Having unburdened his mind, and eaten all the ham, and eggs, and toast, and drunk all the coffee, and asked for more and got it, Dick Jones proceeded to make himself supremely happy by filling his pipe and lighting it.
“I’ll take him to law,” said Captain Dunning firmly, smiting the table with his fist.
“I know’d a feller,” said Jones, “wot always said, w’en he heard a feller say that, ‘You’ll come for to wish that ye hadn’t;’ but I think ye’re right, cap’en; for it’s a clear case, clear as daylight; an’ we’ll all swear to a’most anything as’ll go fur to prove it.”
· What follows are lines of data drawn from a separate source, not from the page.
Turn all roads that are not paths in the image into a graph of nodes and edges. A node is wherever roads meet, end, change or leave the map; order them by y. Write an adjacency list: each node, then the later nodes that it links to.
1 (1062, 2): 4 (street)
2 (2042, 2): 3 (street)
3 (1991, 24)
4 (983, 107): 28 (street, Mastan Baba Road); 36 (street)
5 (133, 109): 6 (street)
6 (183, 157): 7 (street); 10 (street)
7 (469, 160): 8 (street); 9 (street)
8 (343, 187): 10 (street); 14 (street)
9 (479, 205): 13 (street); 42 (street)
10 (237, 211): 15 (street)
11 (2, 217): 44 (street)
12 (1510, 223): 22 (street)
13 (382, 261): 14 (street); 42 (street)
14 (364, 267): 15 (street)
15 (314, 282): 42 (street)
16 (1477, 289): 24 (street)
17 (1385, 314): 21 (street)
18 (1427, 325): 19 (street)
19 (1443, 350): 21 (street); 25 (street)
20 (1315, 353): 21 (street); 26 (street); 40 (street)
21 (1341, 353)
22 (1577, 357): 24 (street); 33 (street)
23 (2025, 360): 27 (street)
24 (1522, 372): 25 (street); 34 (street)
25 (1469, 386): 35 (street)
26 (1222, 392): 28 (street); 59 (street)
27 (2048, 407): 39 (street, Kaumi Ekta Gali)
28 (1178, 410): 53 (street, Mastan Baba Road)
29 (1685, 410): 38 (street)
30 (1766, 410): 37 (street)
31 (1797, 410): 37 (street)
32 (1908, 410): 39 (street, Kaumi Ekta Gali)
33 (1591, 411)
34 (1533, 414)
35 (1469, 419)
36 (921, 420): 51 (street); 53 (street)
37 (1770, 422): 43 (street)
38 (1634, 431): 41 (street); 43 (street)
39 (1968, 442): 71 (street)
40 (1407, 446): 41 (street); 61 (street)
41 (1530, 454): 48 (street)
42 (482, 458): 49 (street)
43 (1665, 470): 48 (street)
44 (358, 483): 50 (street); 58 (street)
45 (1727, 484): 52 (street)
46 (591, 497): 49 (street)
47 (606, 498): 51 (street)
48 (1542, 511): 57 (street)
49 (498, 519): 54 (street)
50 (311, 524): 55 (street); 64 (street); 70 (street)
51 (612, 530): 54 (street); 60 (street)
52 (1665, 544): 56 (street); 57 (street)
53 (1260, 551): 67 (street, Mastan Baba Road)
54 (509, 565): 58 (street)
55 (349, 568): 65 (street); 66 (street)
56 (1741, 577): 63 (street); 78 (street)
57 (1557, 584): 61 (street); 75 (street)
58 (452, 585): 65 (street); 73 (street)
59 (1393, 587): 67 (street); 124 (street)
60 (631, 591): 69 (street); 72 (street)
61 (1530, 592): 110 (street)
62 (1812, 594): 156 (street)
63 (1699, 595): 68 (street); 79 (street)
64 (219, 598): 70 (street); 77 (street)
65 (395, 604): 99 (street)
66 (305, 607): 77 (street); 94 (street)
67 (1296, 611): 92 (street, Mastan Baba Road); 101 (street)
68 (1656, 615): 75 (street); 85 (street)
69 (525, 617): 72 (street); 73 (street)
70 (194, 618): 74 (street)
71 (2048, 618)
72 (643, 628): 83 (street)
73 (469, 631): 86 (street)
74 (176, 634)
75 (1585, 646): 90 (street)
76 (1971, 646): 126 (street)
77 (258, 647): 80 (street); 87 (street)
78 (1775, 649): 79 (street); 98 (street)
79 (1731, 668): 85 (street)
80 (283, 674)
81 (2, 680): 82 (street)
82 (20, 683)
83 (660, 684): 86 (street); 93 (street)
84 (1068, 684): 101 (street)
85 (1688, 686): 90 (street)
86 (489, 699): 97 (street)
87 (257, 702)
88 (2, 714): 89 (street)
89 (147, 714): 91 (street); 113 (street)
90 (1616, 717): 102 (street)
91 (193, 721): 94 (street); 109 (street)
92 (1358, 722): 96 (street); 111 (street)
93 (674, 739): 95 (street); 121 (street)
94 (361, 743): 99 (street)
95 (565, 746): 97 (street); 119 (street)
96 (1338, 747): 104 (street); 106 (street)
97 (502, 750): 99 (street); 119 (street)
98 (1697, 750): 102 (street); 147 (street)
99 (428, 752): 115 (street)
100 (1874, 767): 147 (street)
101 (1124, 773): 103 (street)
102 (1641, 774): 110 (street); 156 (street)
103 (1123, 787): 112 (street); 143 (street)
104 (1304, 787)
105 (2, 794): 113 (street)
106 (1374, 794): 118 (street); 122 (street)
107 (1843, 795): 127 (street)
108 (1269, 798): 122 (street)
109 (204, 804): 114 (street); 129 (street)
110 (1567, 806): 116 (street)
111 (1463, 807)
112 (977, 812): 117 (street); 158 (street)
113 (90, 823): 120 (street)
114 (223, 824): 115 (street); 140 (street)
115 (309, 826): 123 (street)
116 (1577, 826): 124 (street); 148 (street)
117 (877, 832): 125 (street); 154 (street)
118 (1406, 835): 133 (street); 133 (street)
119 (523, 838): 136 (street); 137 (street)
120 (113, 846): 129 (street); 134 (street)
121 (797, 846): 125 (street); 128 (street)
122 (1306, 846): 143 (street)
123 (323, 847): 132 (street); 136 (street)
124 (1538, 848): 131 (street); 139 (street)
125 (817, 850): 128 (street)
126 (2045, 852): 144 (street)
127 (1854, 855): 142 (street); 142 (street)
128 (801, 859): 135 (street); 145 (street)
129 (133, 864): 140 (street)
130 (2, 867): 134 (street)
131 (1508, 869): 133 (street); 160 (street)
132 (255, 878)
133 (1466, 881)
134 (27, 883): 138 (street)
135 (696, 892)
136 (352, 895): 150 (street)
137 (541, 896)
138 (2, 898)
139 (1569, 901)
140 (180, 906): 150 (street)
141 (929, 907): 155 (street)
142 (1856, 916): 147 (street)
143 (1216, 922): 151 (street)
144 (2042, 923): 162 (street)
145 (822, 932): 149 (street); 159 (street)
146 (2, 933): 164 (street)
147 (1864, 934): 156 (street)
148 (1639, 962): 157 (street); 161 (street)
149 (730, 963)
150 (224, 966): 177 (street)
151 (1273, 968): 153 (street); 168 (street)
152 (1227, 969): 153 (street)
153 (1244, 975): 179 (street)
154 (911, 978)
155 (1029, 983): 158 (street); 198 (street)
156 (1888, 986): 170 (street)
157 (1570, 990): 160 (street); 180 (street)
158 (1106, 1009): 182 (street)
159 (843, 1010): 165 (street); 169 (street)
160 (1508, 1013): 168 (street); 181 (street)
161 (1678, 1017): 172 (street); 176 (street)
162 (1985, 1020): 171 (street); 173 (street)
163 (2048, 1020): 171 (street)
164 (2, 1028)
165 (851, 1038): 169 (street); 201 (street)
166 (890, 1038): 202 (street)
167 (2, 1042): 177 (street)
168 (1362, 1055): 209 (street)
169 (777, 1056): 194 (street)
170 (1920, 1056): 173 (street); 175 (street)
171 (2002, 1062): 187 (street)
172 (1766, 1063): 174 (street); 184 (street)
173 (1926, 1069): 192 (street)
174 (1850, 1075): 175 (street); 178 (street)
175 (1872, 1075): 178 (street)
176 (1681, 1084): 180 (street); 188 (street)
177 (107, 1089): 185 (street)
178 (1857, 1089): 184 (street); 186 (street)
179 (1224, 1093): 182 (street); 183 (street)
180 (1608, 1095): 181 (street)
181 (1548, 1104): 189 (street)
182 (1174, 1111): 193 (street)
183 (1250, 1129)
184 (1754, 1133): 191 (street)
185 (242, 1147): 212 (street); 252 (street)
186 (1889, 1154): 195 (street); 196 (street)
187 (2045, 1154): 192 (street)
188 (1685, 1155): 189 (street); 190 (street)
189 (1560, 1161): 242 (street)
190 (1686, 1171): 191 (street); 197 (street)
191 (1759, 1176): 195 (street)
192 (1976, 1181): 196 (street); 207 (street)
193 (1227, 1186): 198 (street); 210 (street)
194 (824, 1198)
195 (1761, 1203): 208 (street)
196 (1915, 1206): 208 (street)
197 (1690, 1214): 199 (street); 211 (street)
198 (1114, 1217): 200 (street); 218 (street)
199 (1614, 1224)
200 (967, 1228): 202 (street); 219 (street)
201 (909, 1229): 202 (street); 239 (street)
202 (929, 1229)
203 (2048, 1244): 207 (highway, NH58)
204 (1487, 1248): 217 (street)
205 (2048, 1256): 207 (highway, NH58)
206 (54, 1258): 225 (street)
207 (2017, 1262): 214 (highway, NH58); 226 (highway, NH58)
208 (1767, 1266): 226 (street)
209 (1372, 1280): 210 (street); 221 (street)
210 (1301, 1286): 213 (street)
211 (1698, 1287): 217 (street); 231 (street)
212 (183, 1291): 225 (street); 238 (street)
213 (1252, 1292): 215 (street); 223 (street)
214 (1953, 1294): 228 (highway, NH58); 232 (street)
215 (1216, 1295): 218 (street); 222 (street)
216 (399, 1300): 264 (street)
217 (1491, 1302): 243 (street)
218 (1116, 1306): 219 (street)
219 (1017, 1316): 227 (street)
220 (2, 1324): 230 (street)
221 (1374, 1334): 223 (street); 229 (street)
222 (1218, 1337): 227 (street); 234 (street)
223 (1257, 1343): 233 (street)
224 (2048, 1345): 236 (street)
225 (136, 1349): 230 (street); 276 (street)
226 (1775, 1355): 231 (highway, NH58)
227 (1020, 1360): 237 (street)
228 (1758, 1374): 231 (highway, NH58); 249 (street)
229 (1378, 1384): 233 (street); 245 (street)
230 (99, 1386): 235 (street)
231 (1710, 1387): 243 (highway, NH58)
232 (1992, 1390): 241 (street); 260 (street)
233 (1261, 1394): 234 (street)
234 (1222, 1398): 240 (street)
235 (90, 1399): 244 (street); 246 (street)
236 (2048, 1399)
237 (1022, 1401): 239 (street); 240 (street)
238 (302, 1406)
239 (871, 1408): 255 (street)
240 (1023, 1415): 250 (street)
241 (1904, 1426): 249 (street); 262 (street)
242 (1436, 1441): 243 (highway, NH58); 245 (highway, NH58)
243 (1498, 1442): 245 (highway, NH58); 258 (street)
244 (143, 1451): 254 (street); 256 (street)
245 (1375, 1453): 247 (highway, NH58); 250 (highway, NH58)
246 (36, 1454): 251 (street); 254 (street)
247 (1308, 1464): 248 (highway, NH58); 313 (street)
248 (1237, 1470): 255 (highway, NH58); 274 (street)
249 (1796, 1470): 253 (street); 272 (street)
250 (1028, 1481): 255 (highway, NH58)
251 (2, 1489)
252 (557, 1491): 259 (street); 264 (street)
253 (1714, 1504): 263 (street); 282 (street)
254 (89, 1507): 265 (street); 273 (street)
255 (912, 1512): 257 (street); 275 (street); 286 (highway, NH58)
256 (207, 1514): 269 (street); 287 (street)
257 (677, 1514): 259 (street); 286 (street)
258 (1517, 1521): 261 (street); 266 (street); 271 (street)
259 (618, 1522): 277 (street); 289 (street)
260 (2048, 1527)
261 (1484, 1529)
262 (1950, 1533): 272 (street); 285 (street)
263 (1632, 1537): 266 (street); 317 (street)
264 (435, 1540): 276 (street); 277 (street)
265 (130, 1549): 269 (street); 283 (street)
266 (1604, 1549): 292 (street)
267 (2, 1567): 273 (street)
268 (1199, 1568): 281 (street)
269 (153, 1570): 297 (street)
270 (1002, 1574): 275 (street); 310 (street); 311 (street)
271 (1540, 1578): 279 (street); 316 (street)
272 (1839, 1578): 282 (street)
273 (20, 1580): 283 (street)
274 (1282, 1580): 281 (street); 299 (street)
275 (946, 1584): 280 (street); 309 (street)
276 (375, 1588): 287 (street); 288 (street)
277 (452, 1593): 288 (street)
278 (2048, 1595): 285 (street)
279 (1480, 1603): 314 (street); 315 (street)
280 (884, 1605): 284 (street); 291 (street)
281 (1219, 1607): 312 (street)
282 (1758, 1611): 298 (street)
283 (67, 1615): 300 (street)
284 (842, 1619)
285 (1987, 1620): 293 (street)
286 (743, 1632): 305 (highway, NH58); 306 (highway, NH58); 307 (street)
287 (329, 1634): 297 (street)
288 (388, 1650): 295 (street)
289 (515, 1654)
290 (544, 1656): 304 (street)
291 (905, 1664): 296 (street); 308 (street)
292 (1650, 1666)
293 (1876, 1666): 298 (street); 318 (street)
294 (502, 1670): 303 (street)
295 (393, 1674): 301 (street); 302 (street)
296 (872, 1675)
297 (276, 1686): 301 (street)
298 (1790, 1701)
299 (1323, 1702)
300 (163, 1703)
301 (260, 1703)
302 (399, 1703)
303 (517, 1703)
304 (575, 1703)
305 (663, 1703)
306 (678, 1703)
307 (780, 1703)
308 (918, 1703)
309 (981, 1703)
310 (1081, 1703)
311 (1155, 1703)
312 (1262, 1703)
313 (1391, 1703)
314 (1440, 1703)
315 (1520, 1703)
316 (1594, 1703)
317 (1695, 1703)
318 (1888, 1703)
“But are you sure your messmates are as willing as you are to witness against the captain?”
“Sure? In coorse I is—sartin sure. Didn’t he lamp two on ’em with a rope’s-end once till they wos fit to bust, and all for nothin’ but skylarkin’? They’ll all go in the same boat with me, ’cept perhaps the cook, who is named Baldwin. He’s a cross-grained critter, an’ll stan’ by the cap’en through thick an thin, an’ so will the carpenter—Box they call him—he’s dead agin us; but that’s all.”
“Then I’ll do it at once,” cried Captain Dunning, rising and putting on his hat firmly, as a man does when he has made a great resolve, which he more than half suspects will get him into a world of difficulties and trouble.
“I s’pose I may set here till ye come back?” inquired Dick Jones, who now wore a dim mysterious aspect, in consequence of the cloud of smoke in which he had enveloped himself.
“You may sit there till they turn you out; but come and take breakfast with me at the same hour to-morrow, will ye?”
“Won’t I?”
“Then good-day.”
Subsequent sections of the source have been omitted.